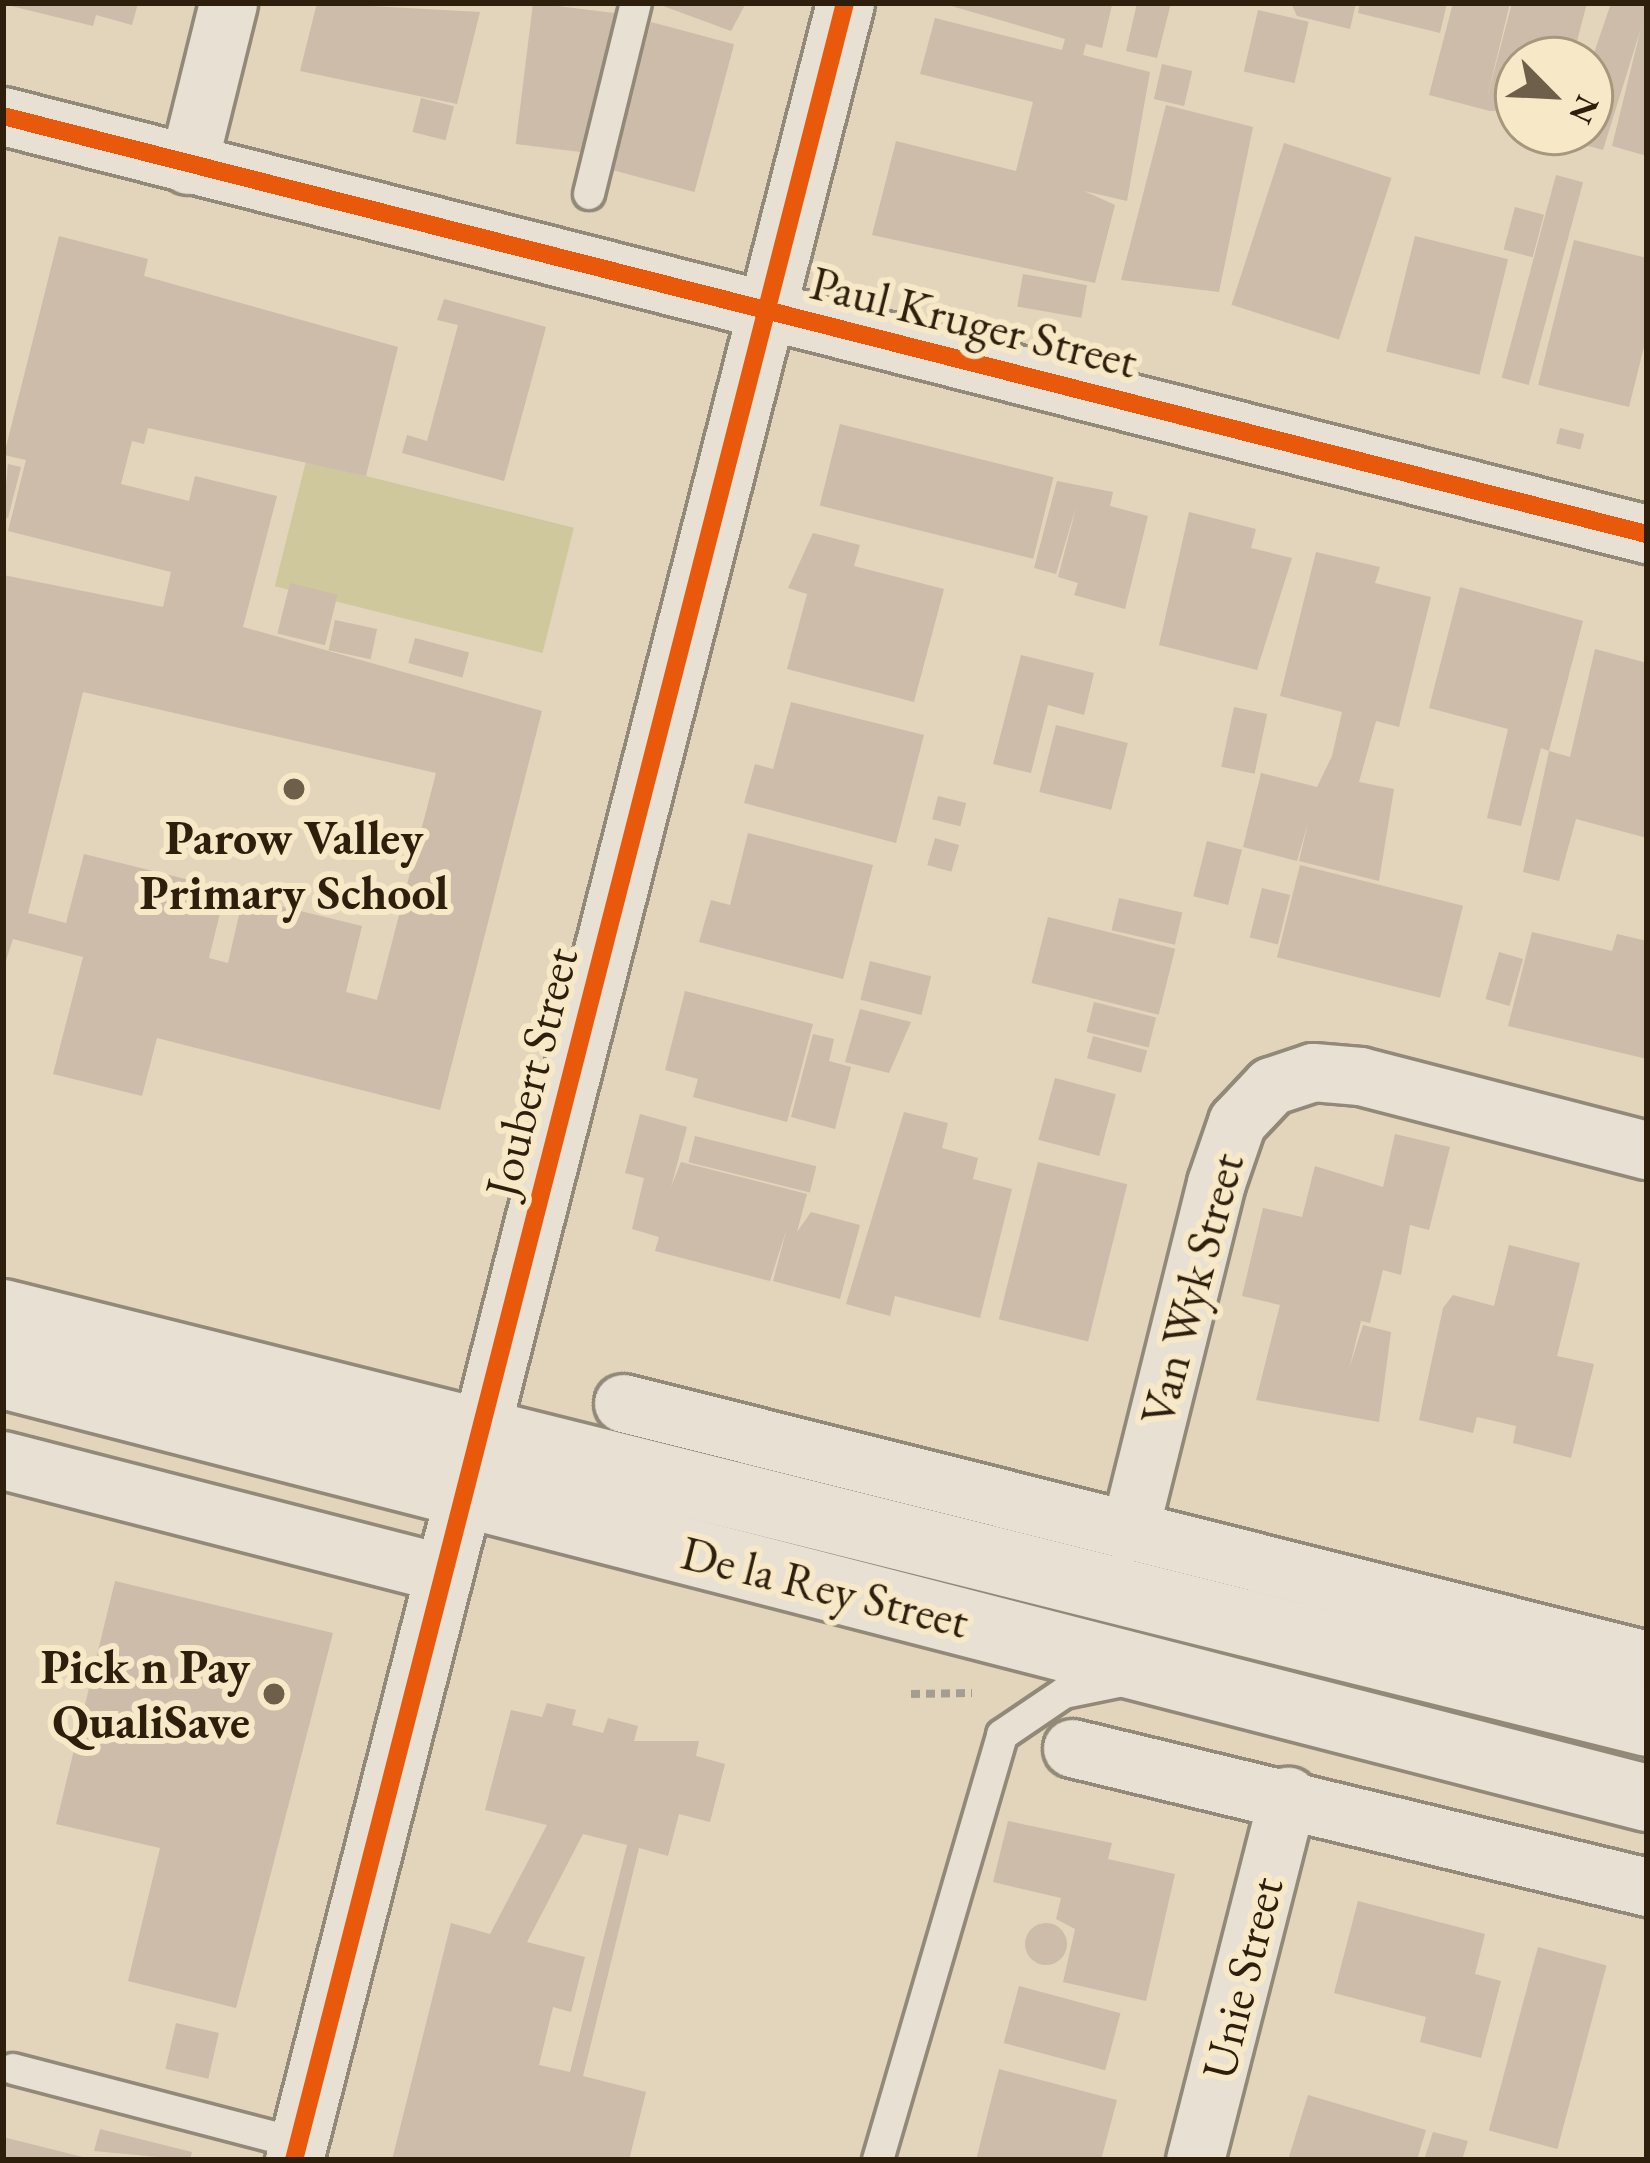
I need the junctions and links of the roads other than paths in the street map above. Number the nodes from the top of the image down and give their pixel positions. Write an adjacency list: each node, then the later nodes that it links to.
1 (228, 3): 5 (street)
2 (636, 3): 6 (lane)
3 (844, 3): 7 (street, Joubert Street)
4 (3, 116): 5 (street, Paul Kruger Street)
5 (188, 165): 7 (street, Paul Kruger Street)
6 (589, 194)
7 (767, 310): 8 (street, Paul Kruger Street); 14 (street, Joubert Street)
8 (1647, 533)
9 (1647, 1150): 15 (street, Van Wyk Street)
10 (3, 1313): 14 (main road, De la Rey Street)
11 (3, 1375): 14 (main road, De la Rey Street)
12 (623, 1403): 15 (street)
13 (3, 1460): 16 (street)
14 (470, 1463): 16 (street, Joubert Street); 18 (main road, De la Rey Street); 19 (main road, De la Rey Street)
15 (1129, 1532): 17 (street)
16 (442, 1573): 25 (street, Joubert Street)
17 (1647, 1660)
18 (1159, 1673): 22 (main road, De la Rey Street); 26 (lane)
19 (1647, 1723)
20 (1072, 1748): 21 (street)
21 (1288, 1796): 23 (street); 27 (street, Unie Street)
22 (1647, 1798)
23 (1647, 1887)
24 (13, 2069): 25 (lane)
25 (296, 2151)
26 (878, 2160)
27 (1195, 2160)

WHAT YOU WILL DO:
Would you reproduce the listing above exactly, without any of its images?

ANSWER TO THIS PROBLEM:
I need the junctions and links of the roads other than paths in the street map above. Number the nodes from the top of the image down and give their pixel positions. Write an adjacency list: each node, then the later nodes that it links to.
1 (228, 3): 5 (street)
2 (636, 3): 6 (lane)
3 (844, 3): 7 (street, Joubert Street)
4 (3, 116): 5 (street, Paul Kruger Street)
5 (188, 165): 7 (street, Paul Kruger Street)
6 (589, 194)
7 (767, 310): 8 (street, Paul Kruger Street); 14 (street, Joubert Street)
8 (1647, 533)
9 (1647, 1150): 15 (street, Van Wyk Street)
10 (3, 1313): 14 (main road, De la Rey Street)
11 (3, 1375): 14 (main road, De la Rey Street)
12 (623, 1403): 15 (street)
13 (3, 1460): 16 (street)
14 (470, 1463): 16 (street, Joubert Street); 18 (main road, De la Rey Street); 19 (main road, De la Rey Street)
15 (1129, 1532): 17 (street)
16 (442, 1573): 25 (street, Joubert Street)
17 (1647, 1660)
18 (1159, 1673): 22 (main road, De la Rey Street); 26 (lane)
19 (1647, 1723)
20 (1072, 1748): 21 (street)
21 (1288, 1796): 23 (street); 27 (street, Unie Street)
22 (1647, 1798)
23 (1647, 1887)
24 (13, 2069): 25 (lane)
25 (296, 2151)
26 (878, 2160)
27 (1195, 2160)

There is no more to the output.